━━━ Records provided

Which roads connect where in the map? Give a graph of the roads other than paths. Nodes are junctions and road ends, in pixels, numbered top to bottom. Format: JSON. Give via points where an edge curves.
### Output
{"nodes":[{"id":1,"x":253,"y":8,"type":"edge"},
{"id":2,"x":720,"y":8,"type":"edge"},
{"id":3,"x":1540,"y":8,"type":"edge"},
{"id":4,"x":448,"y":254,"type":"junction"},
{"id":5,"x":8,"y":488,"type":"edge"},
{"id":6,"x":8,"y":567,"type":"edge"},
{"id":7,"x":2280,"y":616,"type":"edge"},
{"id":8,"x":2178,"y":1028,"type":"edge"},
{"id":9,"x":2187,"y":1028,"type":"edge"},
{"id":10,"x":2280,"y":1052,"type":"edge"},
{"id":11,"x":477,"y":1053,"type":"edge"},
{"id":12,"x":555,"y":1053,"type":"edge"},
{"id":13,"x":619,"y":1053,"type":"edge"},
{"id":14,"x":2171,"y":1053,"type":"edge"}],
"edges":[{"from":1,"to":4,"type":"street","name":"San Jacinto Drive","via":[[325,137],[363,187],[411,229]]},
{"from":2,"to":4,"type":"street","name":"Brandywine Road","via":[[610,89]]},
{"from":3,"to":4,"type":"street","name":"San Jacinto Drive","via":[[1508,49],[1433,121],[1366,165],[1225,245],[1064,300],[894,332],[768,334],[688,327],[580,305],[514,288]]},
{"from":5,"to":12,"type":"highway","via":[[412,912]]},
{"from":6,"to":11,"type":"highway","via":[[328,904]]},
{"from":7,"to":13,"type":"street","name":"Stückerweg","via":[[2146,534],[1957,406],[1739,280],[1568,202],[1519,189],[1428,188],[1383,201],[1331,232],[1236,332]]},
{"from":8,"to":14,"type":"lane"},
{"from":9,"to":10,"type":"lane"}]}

━━━━━━

What you are asked to do — The whole of the data above must be given again, unaltered and complete.

Task output —
Which roads connect where in the map? Give a graph of the roads other than paths. Nodes are junctions and road ends, in pixels, numbered top to bottom. Format: JSON. Give via points where an edge curves.
### Output
{"nodes":[{"id":1,"x":253,"y":8,"type":"edge"},
{"id":2,"x":720,"y":8,"type":"edge"},
{"id":3,"x":1540,"y":8,"type":"edge"},
{"id":4,"x":448,"y":254,"type":"junction"},
{"id":5,"x":8,"y":488,"type":"edge"},
{"id":6,"x":8,"y":567,"type":"edge"},
{"id":7,"x":2280,"y":616,"type":"edge"},
{"id":8,"x":2178,"y":1028,"type":"edge"},
{"id":9,"x":2187,"y":1028,"type":"edge"},
{"id":10,"x":2280,"y":1052,"type":"edge"},
{"id":11,"x":477,"y":1053,"type":"edge"},
{"id":12,"x":555,"y":1053,"type":"edge"},
{"id":13,"x":619,"y":1053,"type":"edge"},
{"id":14,"x":2171,"y":1053,"type":"edge"}],
"edges":[{"from":1,"to":4,"type":"street","name":"San Jacinto Drive","via":[[325,137],[363,187],[411,229]]},
{"from":2,"to":4,"type":"street","name":"Brandywine Road","via":[[610,89]]},
{"from":3,"to":4,"type":"street","name":"San Jacinto Drive","via":[[1508,49],[1433,121],[1366,165],[1225,245],[1064,300],[894,332],[768,334],[688,327],[580,305],[514,288]]},
{"from":5,"to":12,"type":"highway","via":[[412,912]]},
{"from":6,"to":11,"type":"highway","via":[[328,904]]},
{"from":7,"to":13,"type":"street","name":"Stückerweg","via":[[2146,534],[1957,406],[1739,280],[1568,202],[1519,189],[1428,188],[1383,201],[1331,232],[1236,332]]},
{"from":8,"to":14,"type":"lane"},
{"from":9,"to":10,"type":"lane"}]}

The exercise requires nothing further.